I think what I'm realizing, in my most exhausted moments (and rare moments of clear thinking like this one) is that parenthood is servanthood. A unique ministry that happens mostly in my home, for hours on end with no one else watching. My daughter Norah doesn't know how to talk yet, so "thank you" isn't really part of the deal. At least not right now. But I don't think that's the point. Or the goal. The goal is to take care of my daughter, to humbly admit that it is incredibly important - although largely unseen - work. Every mom is a "working mom." Some moms just have another job, too.

At the end of the day when my husband comes home, I find myself wanting to justify what I did that day. "Guess what?
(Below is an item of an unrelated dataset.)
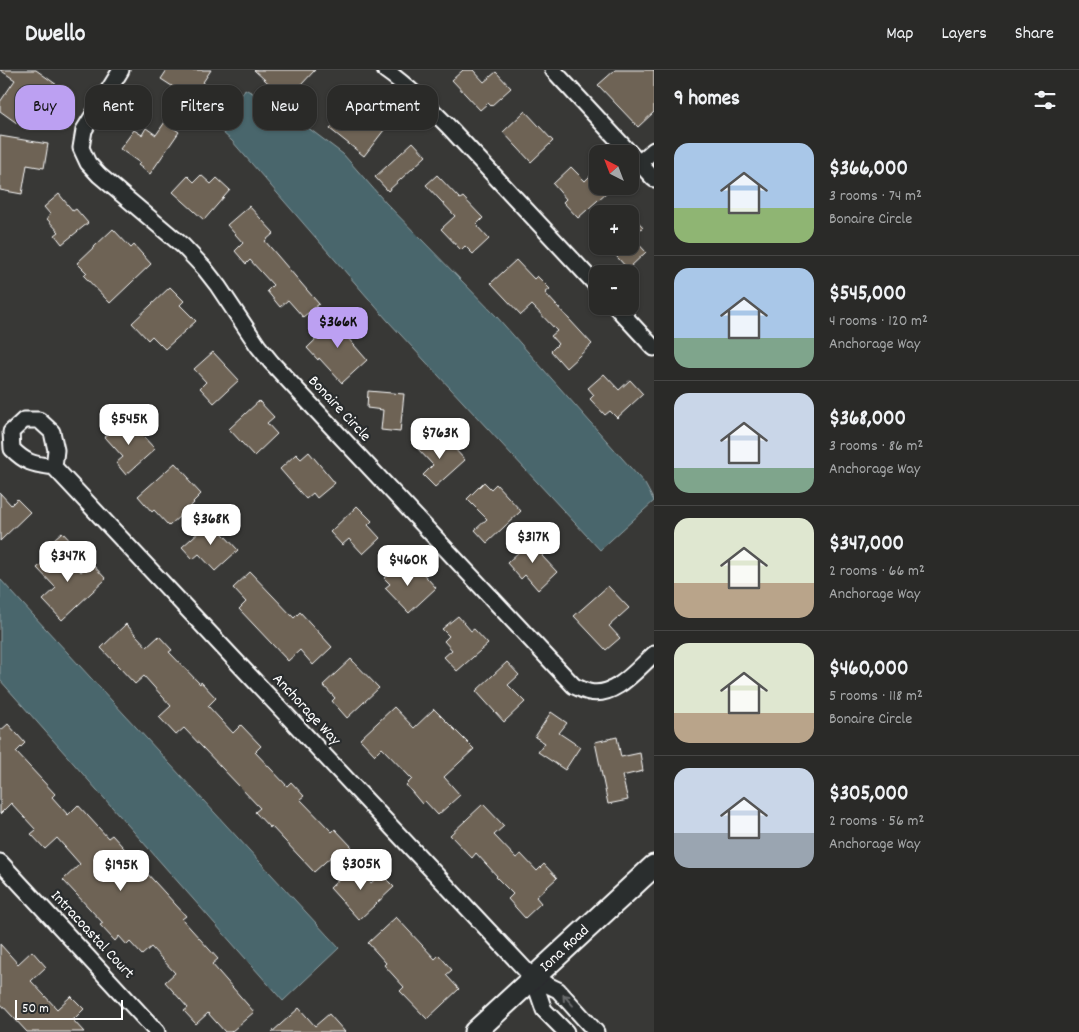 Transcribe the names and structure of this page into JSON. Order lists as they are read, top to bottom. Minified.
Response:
{"streets":{"street":["Bonaire Circle","Anchorage Way","Intracoastal Court","Iona Road"]},"crossings":[["Anchorage Way","Iona Road"]],"scale_bar":"50 m","north":"top left","page":{"header":"Dwello","nav":["Map","Layers","Share"],"heading":"9 homes","chip":["Buy","Rent","Filters","New","Apartment"],"list":[{"name":"$366,000","note":"3 rooms · 74 m² · Bonaire Circle"},{"name":"$545,000","note":"4 rooms · 120 m² · Anchorage Way"},{"name":"$368,000","note":"3 rooms · 86 m² · Anchorage Way"},{"name":"$347,000","note":"2 rooms · 66 m² · Anchorage Way"},{"name":"$460,000","note":"5 rooms · 118 m² · Bonaire Circle"},{"name":"$305,000","note":"2 rooms · 56 m² · Anchorage Way"}],"map_buttons":["+","−"],"price":["$366K","$545K","$763K","$368K","$317K","$347K","$460K","$305K","$195K"],"scale":"50 m"}}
I showered, and I folded laundry, oh AND we took a walk!" In those first few months when he walked in from work to find me sitting on the couch feeding the baby and watching Netflix or the Food Network or HGTV AGAIN, I'd say "I promise I don't just sit here all day! I do stuff!"

I like to-do lists. I like measurable goals. I like progress. But then this tiny miracle came crashing into my life two weeks early and changed the scale on me. On nights when she slept well, I excitedly thought, "We've arrived, I think she's got the sleep thing down! Go us, our baby is totally the exception in the world of newborns, she's like a sleep genius."

And then the next night, she cried, "3:15, 4:15, 4:50, 5:30, 6:15, 7:00." Husbands have a weird ability to virtually sleep through all of it. Moms can sleep through exactly NONE of it. And we've backtracked. One step forward, two steps back.

I remember one night when she was about four weeks old, feeling mad at my baby for not eating well, which means she wasn't sleeping well. I was MAD. At a four-week-old. As if she was maliciously, purposefully trying to make me so tired. I knew that feeling wasn't good.

But I think what I realized, although I'm not proud to admit it, is that deep down I wanted to be able to control her. To be able to control something. Because if she wasn't sleeping well, it must have been something I was doing wrong, right? If I was in control, then I was the one to blame when my "system" didn't work. Guilt. Shame. Insecurity. You name it. I felt it. I'd read books and Google things like "how to help your infant sleep" because I just wanted to figure her out. When she had really fussy, rough feedings, what did I do? Get on the internet and order a new, different kind of bottle of course. After a long night where she woke up too many times what did I do? Get on Amazon first thing in the morning to order another book about baby sleep. Always looking to fix, always searching for solutions. I like it when things are that easy. But babies don't roll like that.

But I'm learning that she's a PERSON. Not a person I'm to control but a sweet girl I get to raise.

Train? Yes.

Teach? Yes.

Instruct? yes.

But control? No way.

I think a part of me knew I had some control issues, and then I became a parent and thought "OH MY GOSH I HAVE ISSUES." Luckily, Norah isn't old enough to realize it, she just thinks I'm awesome and funny and really great to snuggle with. We're gonna ride that out as long as humanly possible. And when she figures out that I have a little bit of basket-case-ness in my mothering, we'll teach her a fun new word called GRACE.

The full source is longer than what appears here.